**Goal of the exercise**
Transcribe the listing that follows in full, omitting pictures.
○ ○ ○ ○
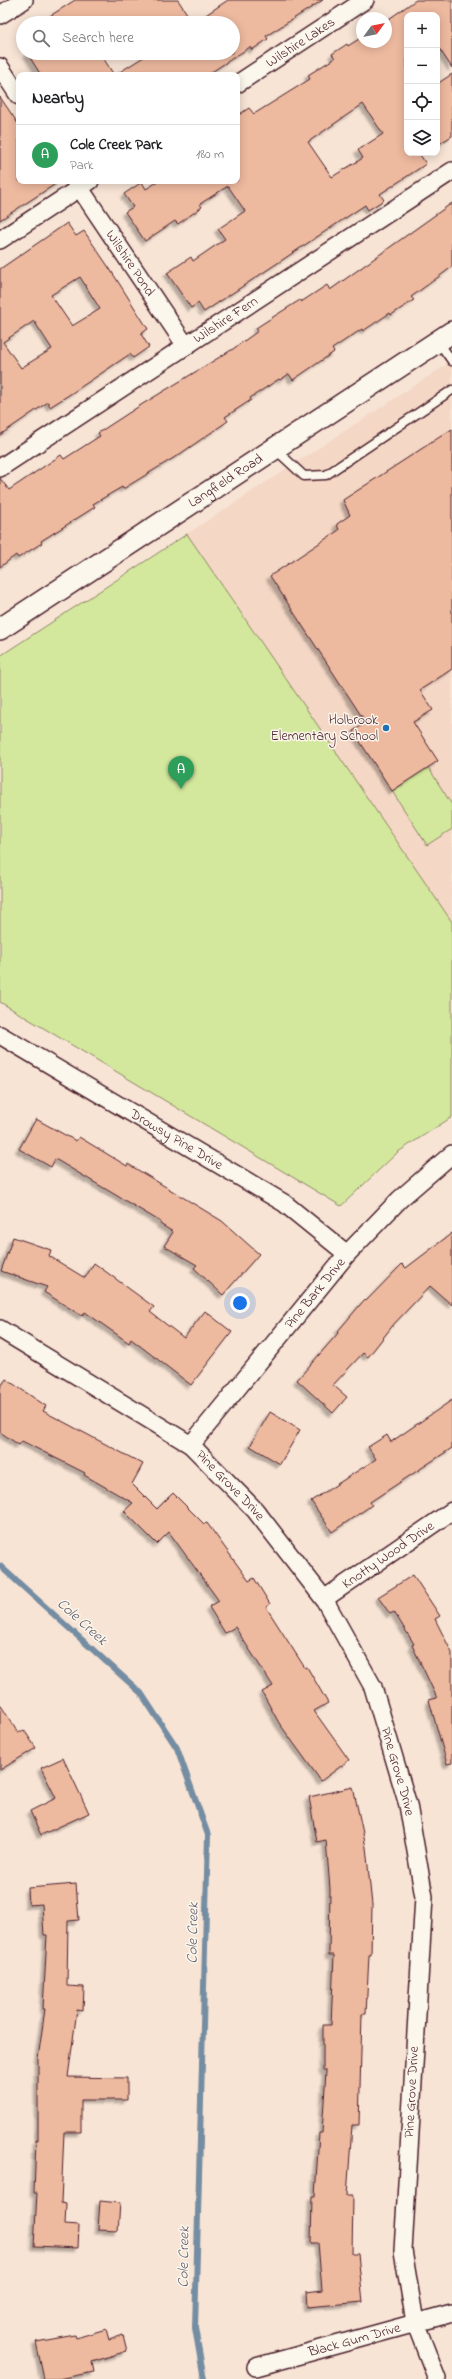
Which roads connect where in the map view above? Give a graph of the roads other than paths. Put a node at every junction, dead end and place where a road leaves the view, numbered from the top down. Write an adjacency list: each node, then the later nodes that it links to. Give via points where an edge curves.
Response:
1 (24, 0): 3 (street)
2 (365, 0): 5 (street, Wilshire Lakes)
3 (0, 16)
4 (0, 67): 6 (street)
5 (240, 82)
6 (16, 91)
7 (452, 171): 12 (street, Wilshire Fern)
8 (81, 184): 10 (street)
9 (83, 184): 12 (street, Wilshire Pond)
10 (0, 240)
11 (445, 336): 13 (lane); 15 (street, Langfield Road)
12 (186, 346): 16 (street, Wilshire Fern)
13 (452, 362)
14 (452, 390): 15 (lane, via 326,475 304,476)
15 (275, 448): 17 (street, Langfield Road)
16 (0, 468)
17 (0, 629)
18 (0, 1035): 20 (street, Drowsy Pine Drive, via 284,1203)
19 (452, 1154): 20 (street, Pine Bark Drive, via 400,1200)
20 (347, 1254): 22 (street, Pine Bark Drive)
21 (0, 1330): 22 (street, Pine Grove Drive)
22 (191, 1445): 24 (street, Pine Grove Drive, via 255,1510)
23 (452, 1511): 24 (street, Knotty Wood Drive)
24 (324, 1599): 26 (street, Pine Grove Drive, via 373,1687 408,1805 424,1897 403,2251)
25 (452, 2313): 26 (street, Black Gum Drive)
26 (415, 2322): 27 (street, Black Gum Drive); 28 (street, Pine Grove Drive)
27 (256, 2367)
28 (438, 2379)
○ ○ ○ ○
**Answer**
Which roads connect where in the map view above? Give a graph of the roads other than paths. Put a node at every junction, dead end and place where a road leaves the view, numbered from the top down. Write an adjacency list: each node, then the later nodes that it links to. Give via points where an edge curves.
Response:
1 (24, 0): 3 (street)
2 (365, 0): 5 (street, Wilshire Lakes)
3 (0, 16)
4 (0, 67): 6 (street)
5 (240, 82)
6 (16, 91)
7 (452, 171): 12 (street, Wilshire Fern)
8 (81, 184): 10 (street)
9 (83, 184): 12 (street, Wilshire Pond)
10 (0, 240)
11 (445, 336): 13 (lane); 15 (street, Langfield Road)
12 (186, 346): 16 (street, Wilshire Fern)
13 (452, 362)
14 (452, 390): 15 (lane, via 326,475 304,476)
15 (275, 448): 17 (street, Langfield Road)
16 (0, 468)
17 (0, 629)
18 (0, 1035): 20 (street, Drowsy Pine Drive, via 284,1203)
19 (452, 1154): 20 (street, Pine Bark Drive, via 400,1200)
20 (347, 1254): 22 (street, Pine Bark Drive)
21 (0, 1330): 22 (street, Pine Grove Drive)
22 (191, 1445): 24 (street, Pine Grove Drive, via 255,1510)
23 (452, 1511): 24 (street, Knotty Wood Drive)
24 (324, 1599): 26 (street, Pine Grove Drive, via 373,1687 408,1805 424,1897 403,2251)
25 (452, 2313): 26 (street, Black Gum Drive)
26 (415, 2322): 27 (street, Black Gum Drive); 28 (street, Pine Grove Drive)
27 (256, 2367)
28 (438, 2379)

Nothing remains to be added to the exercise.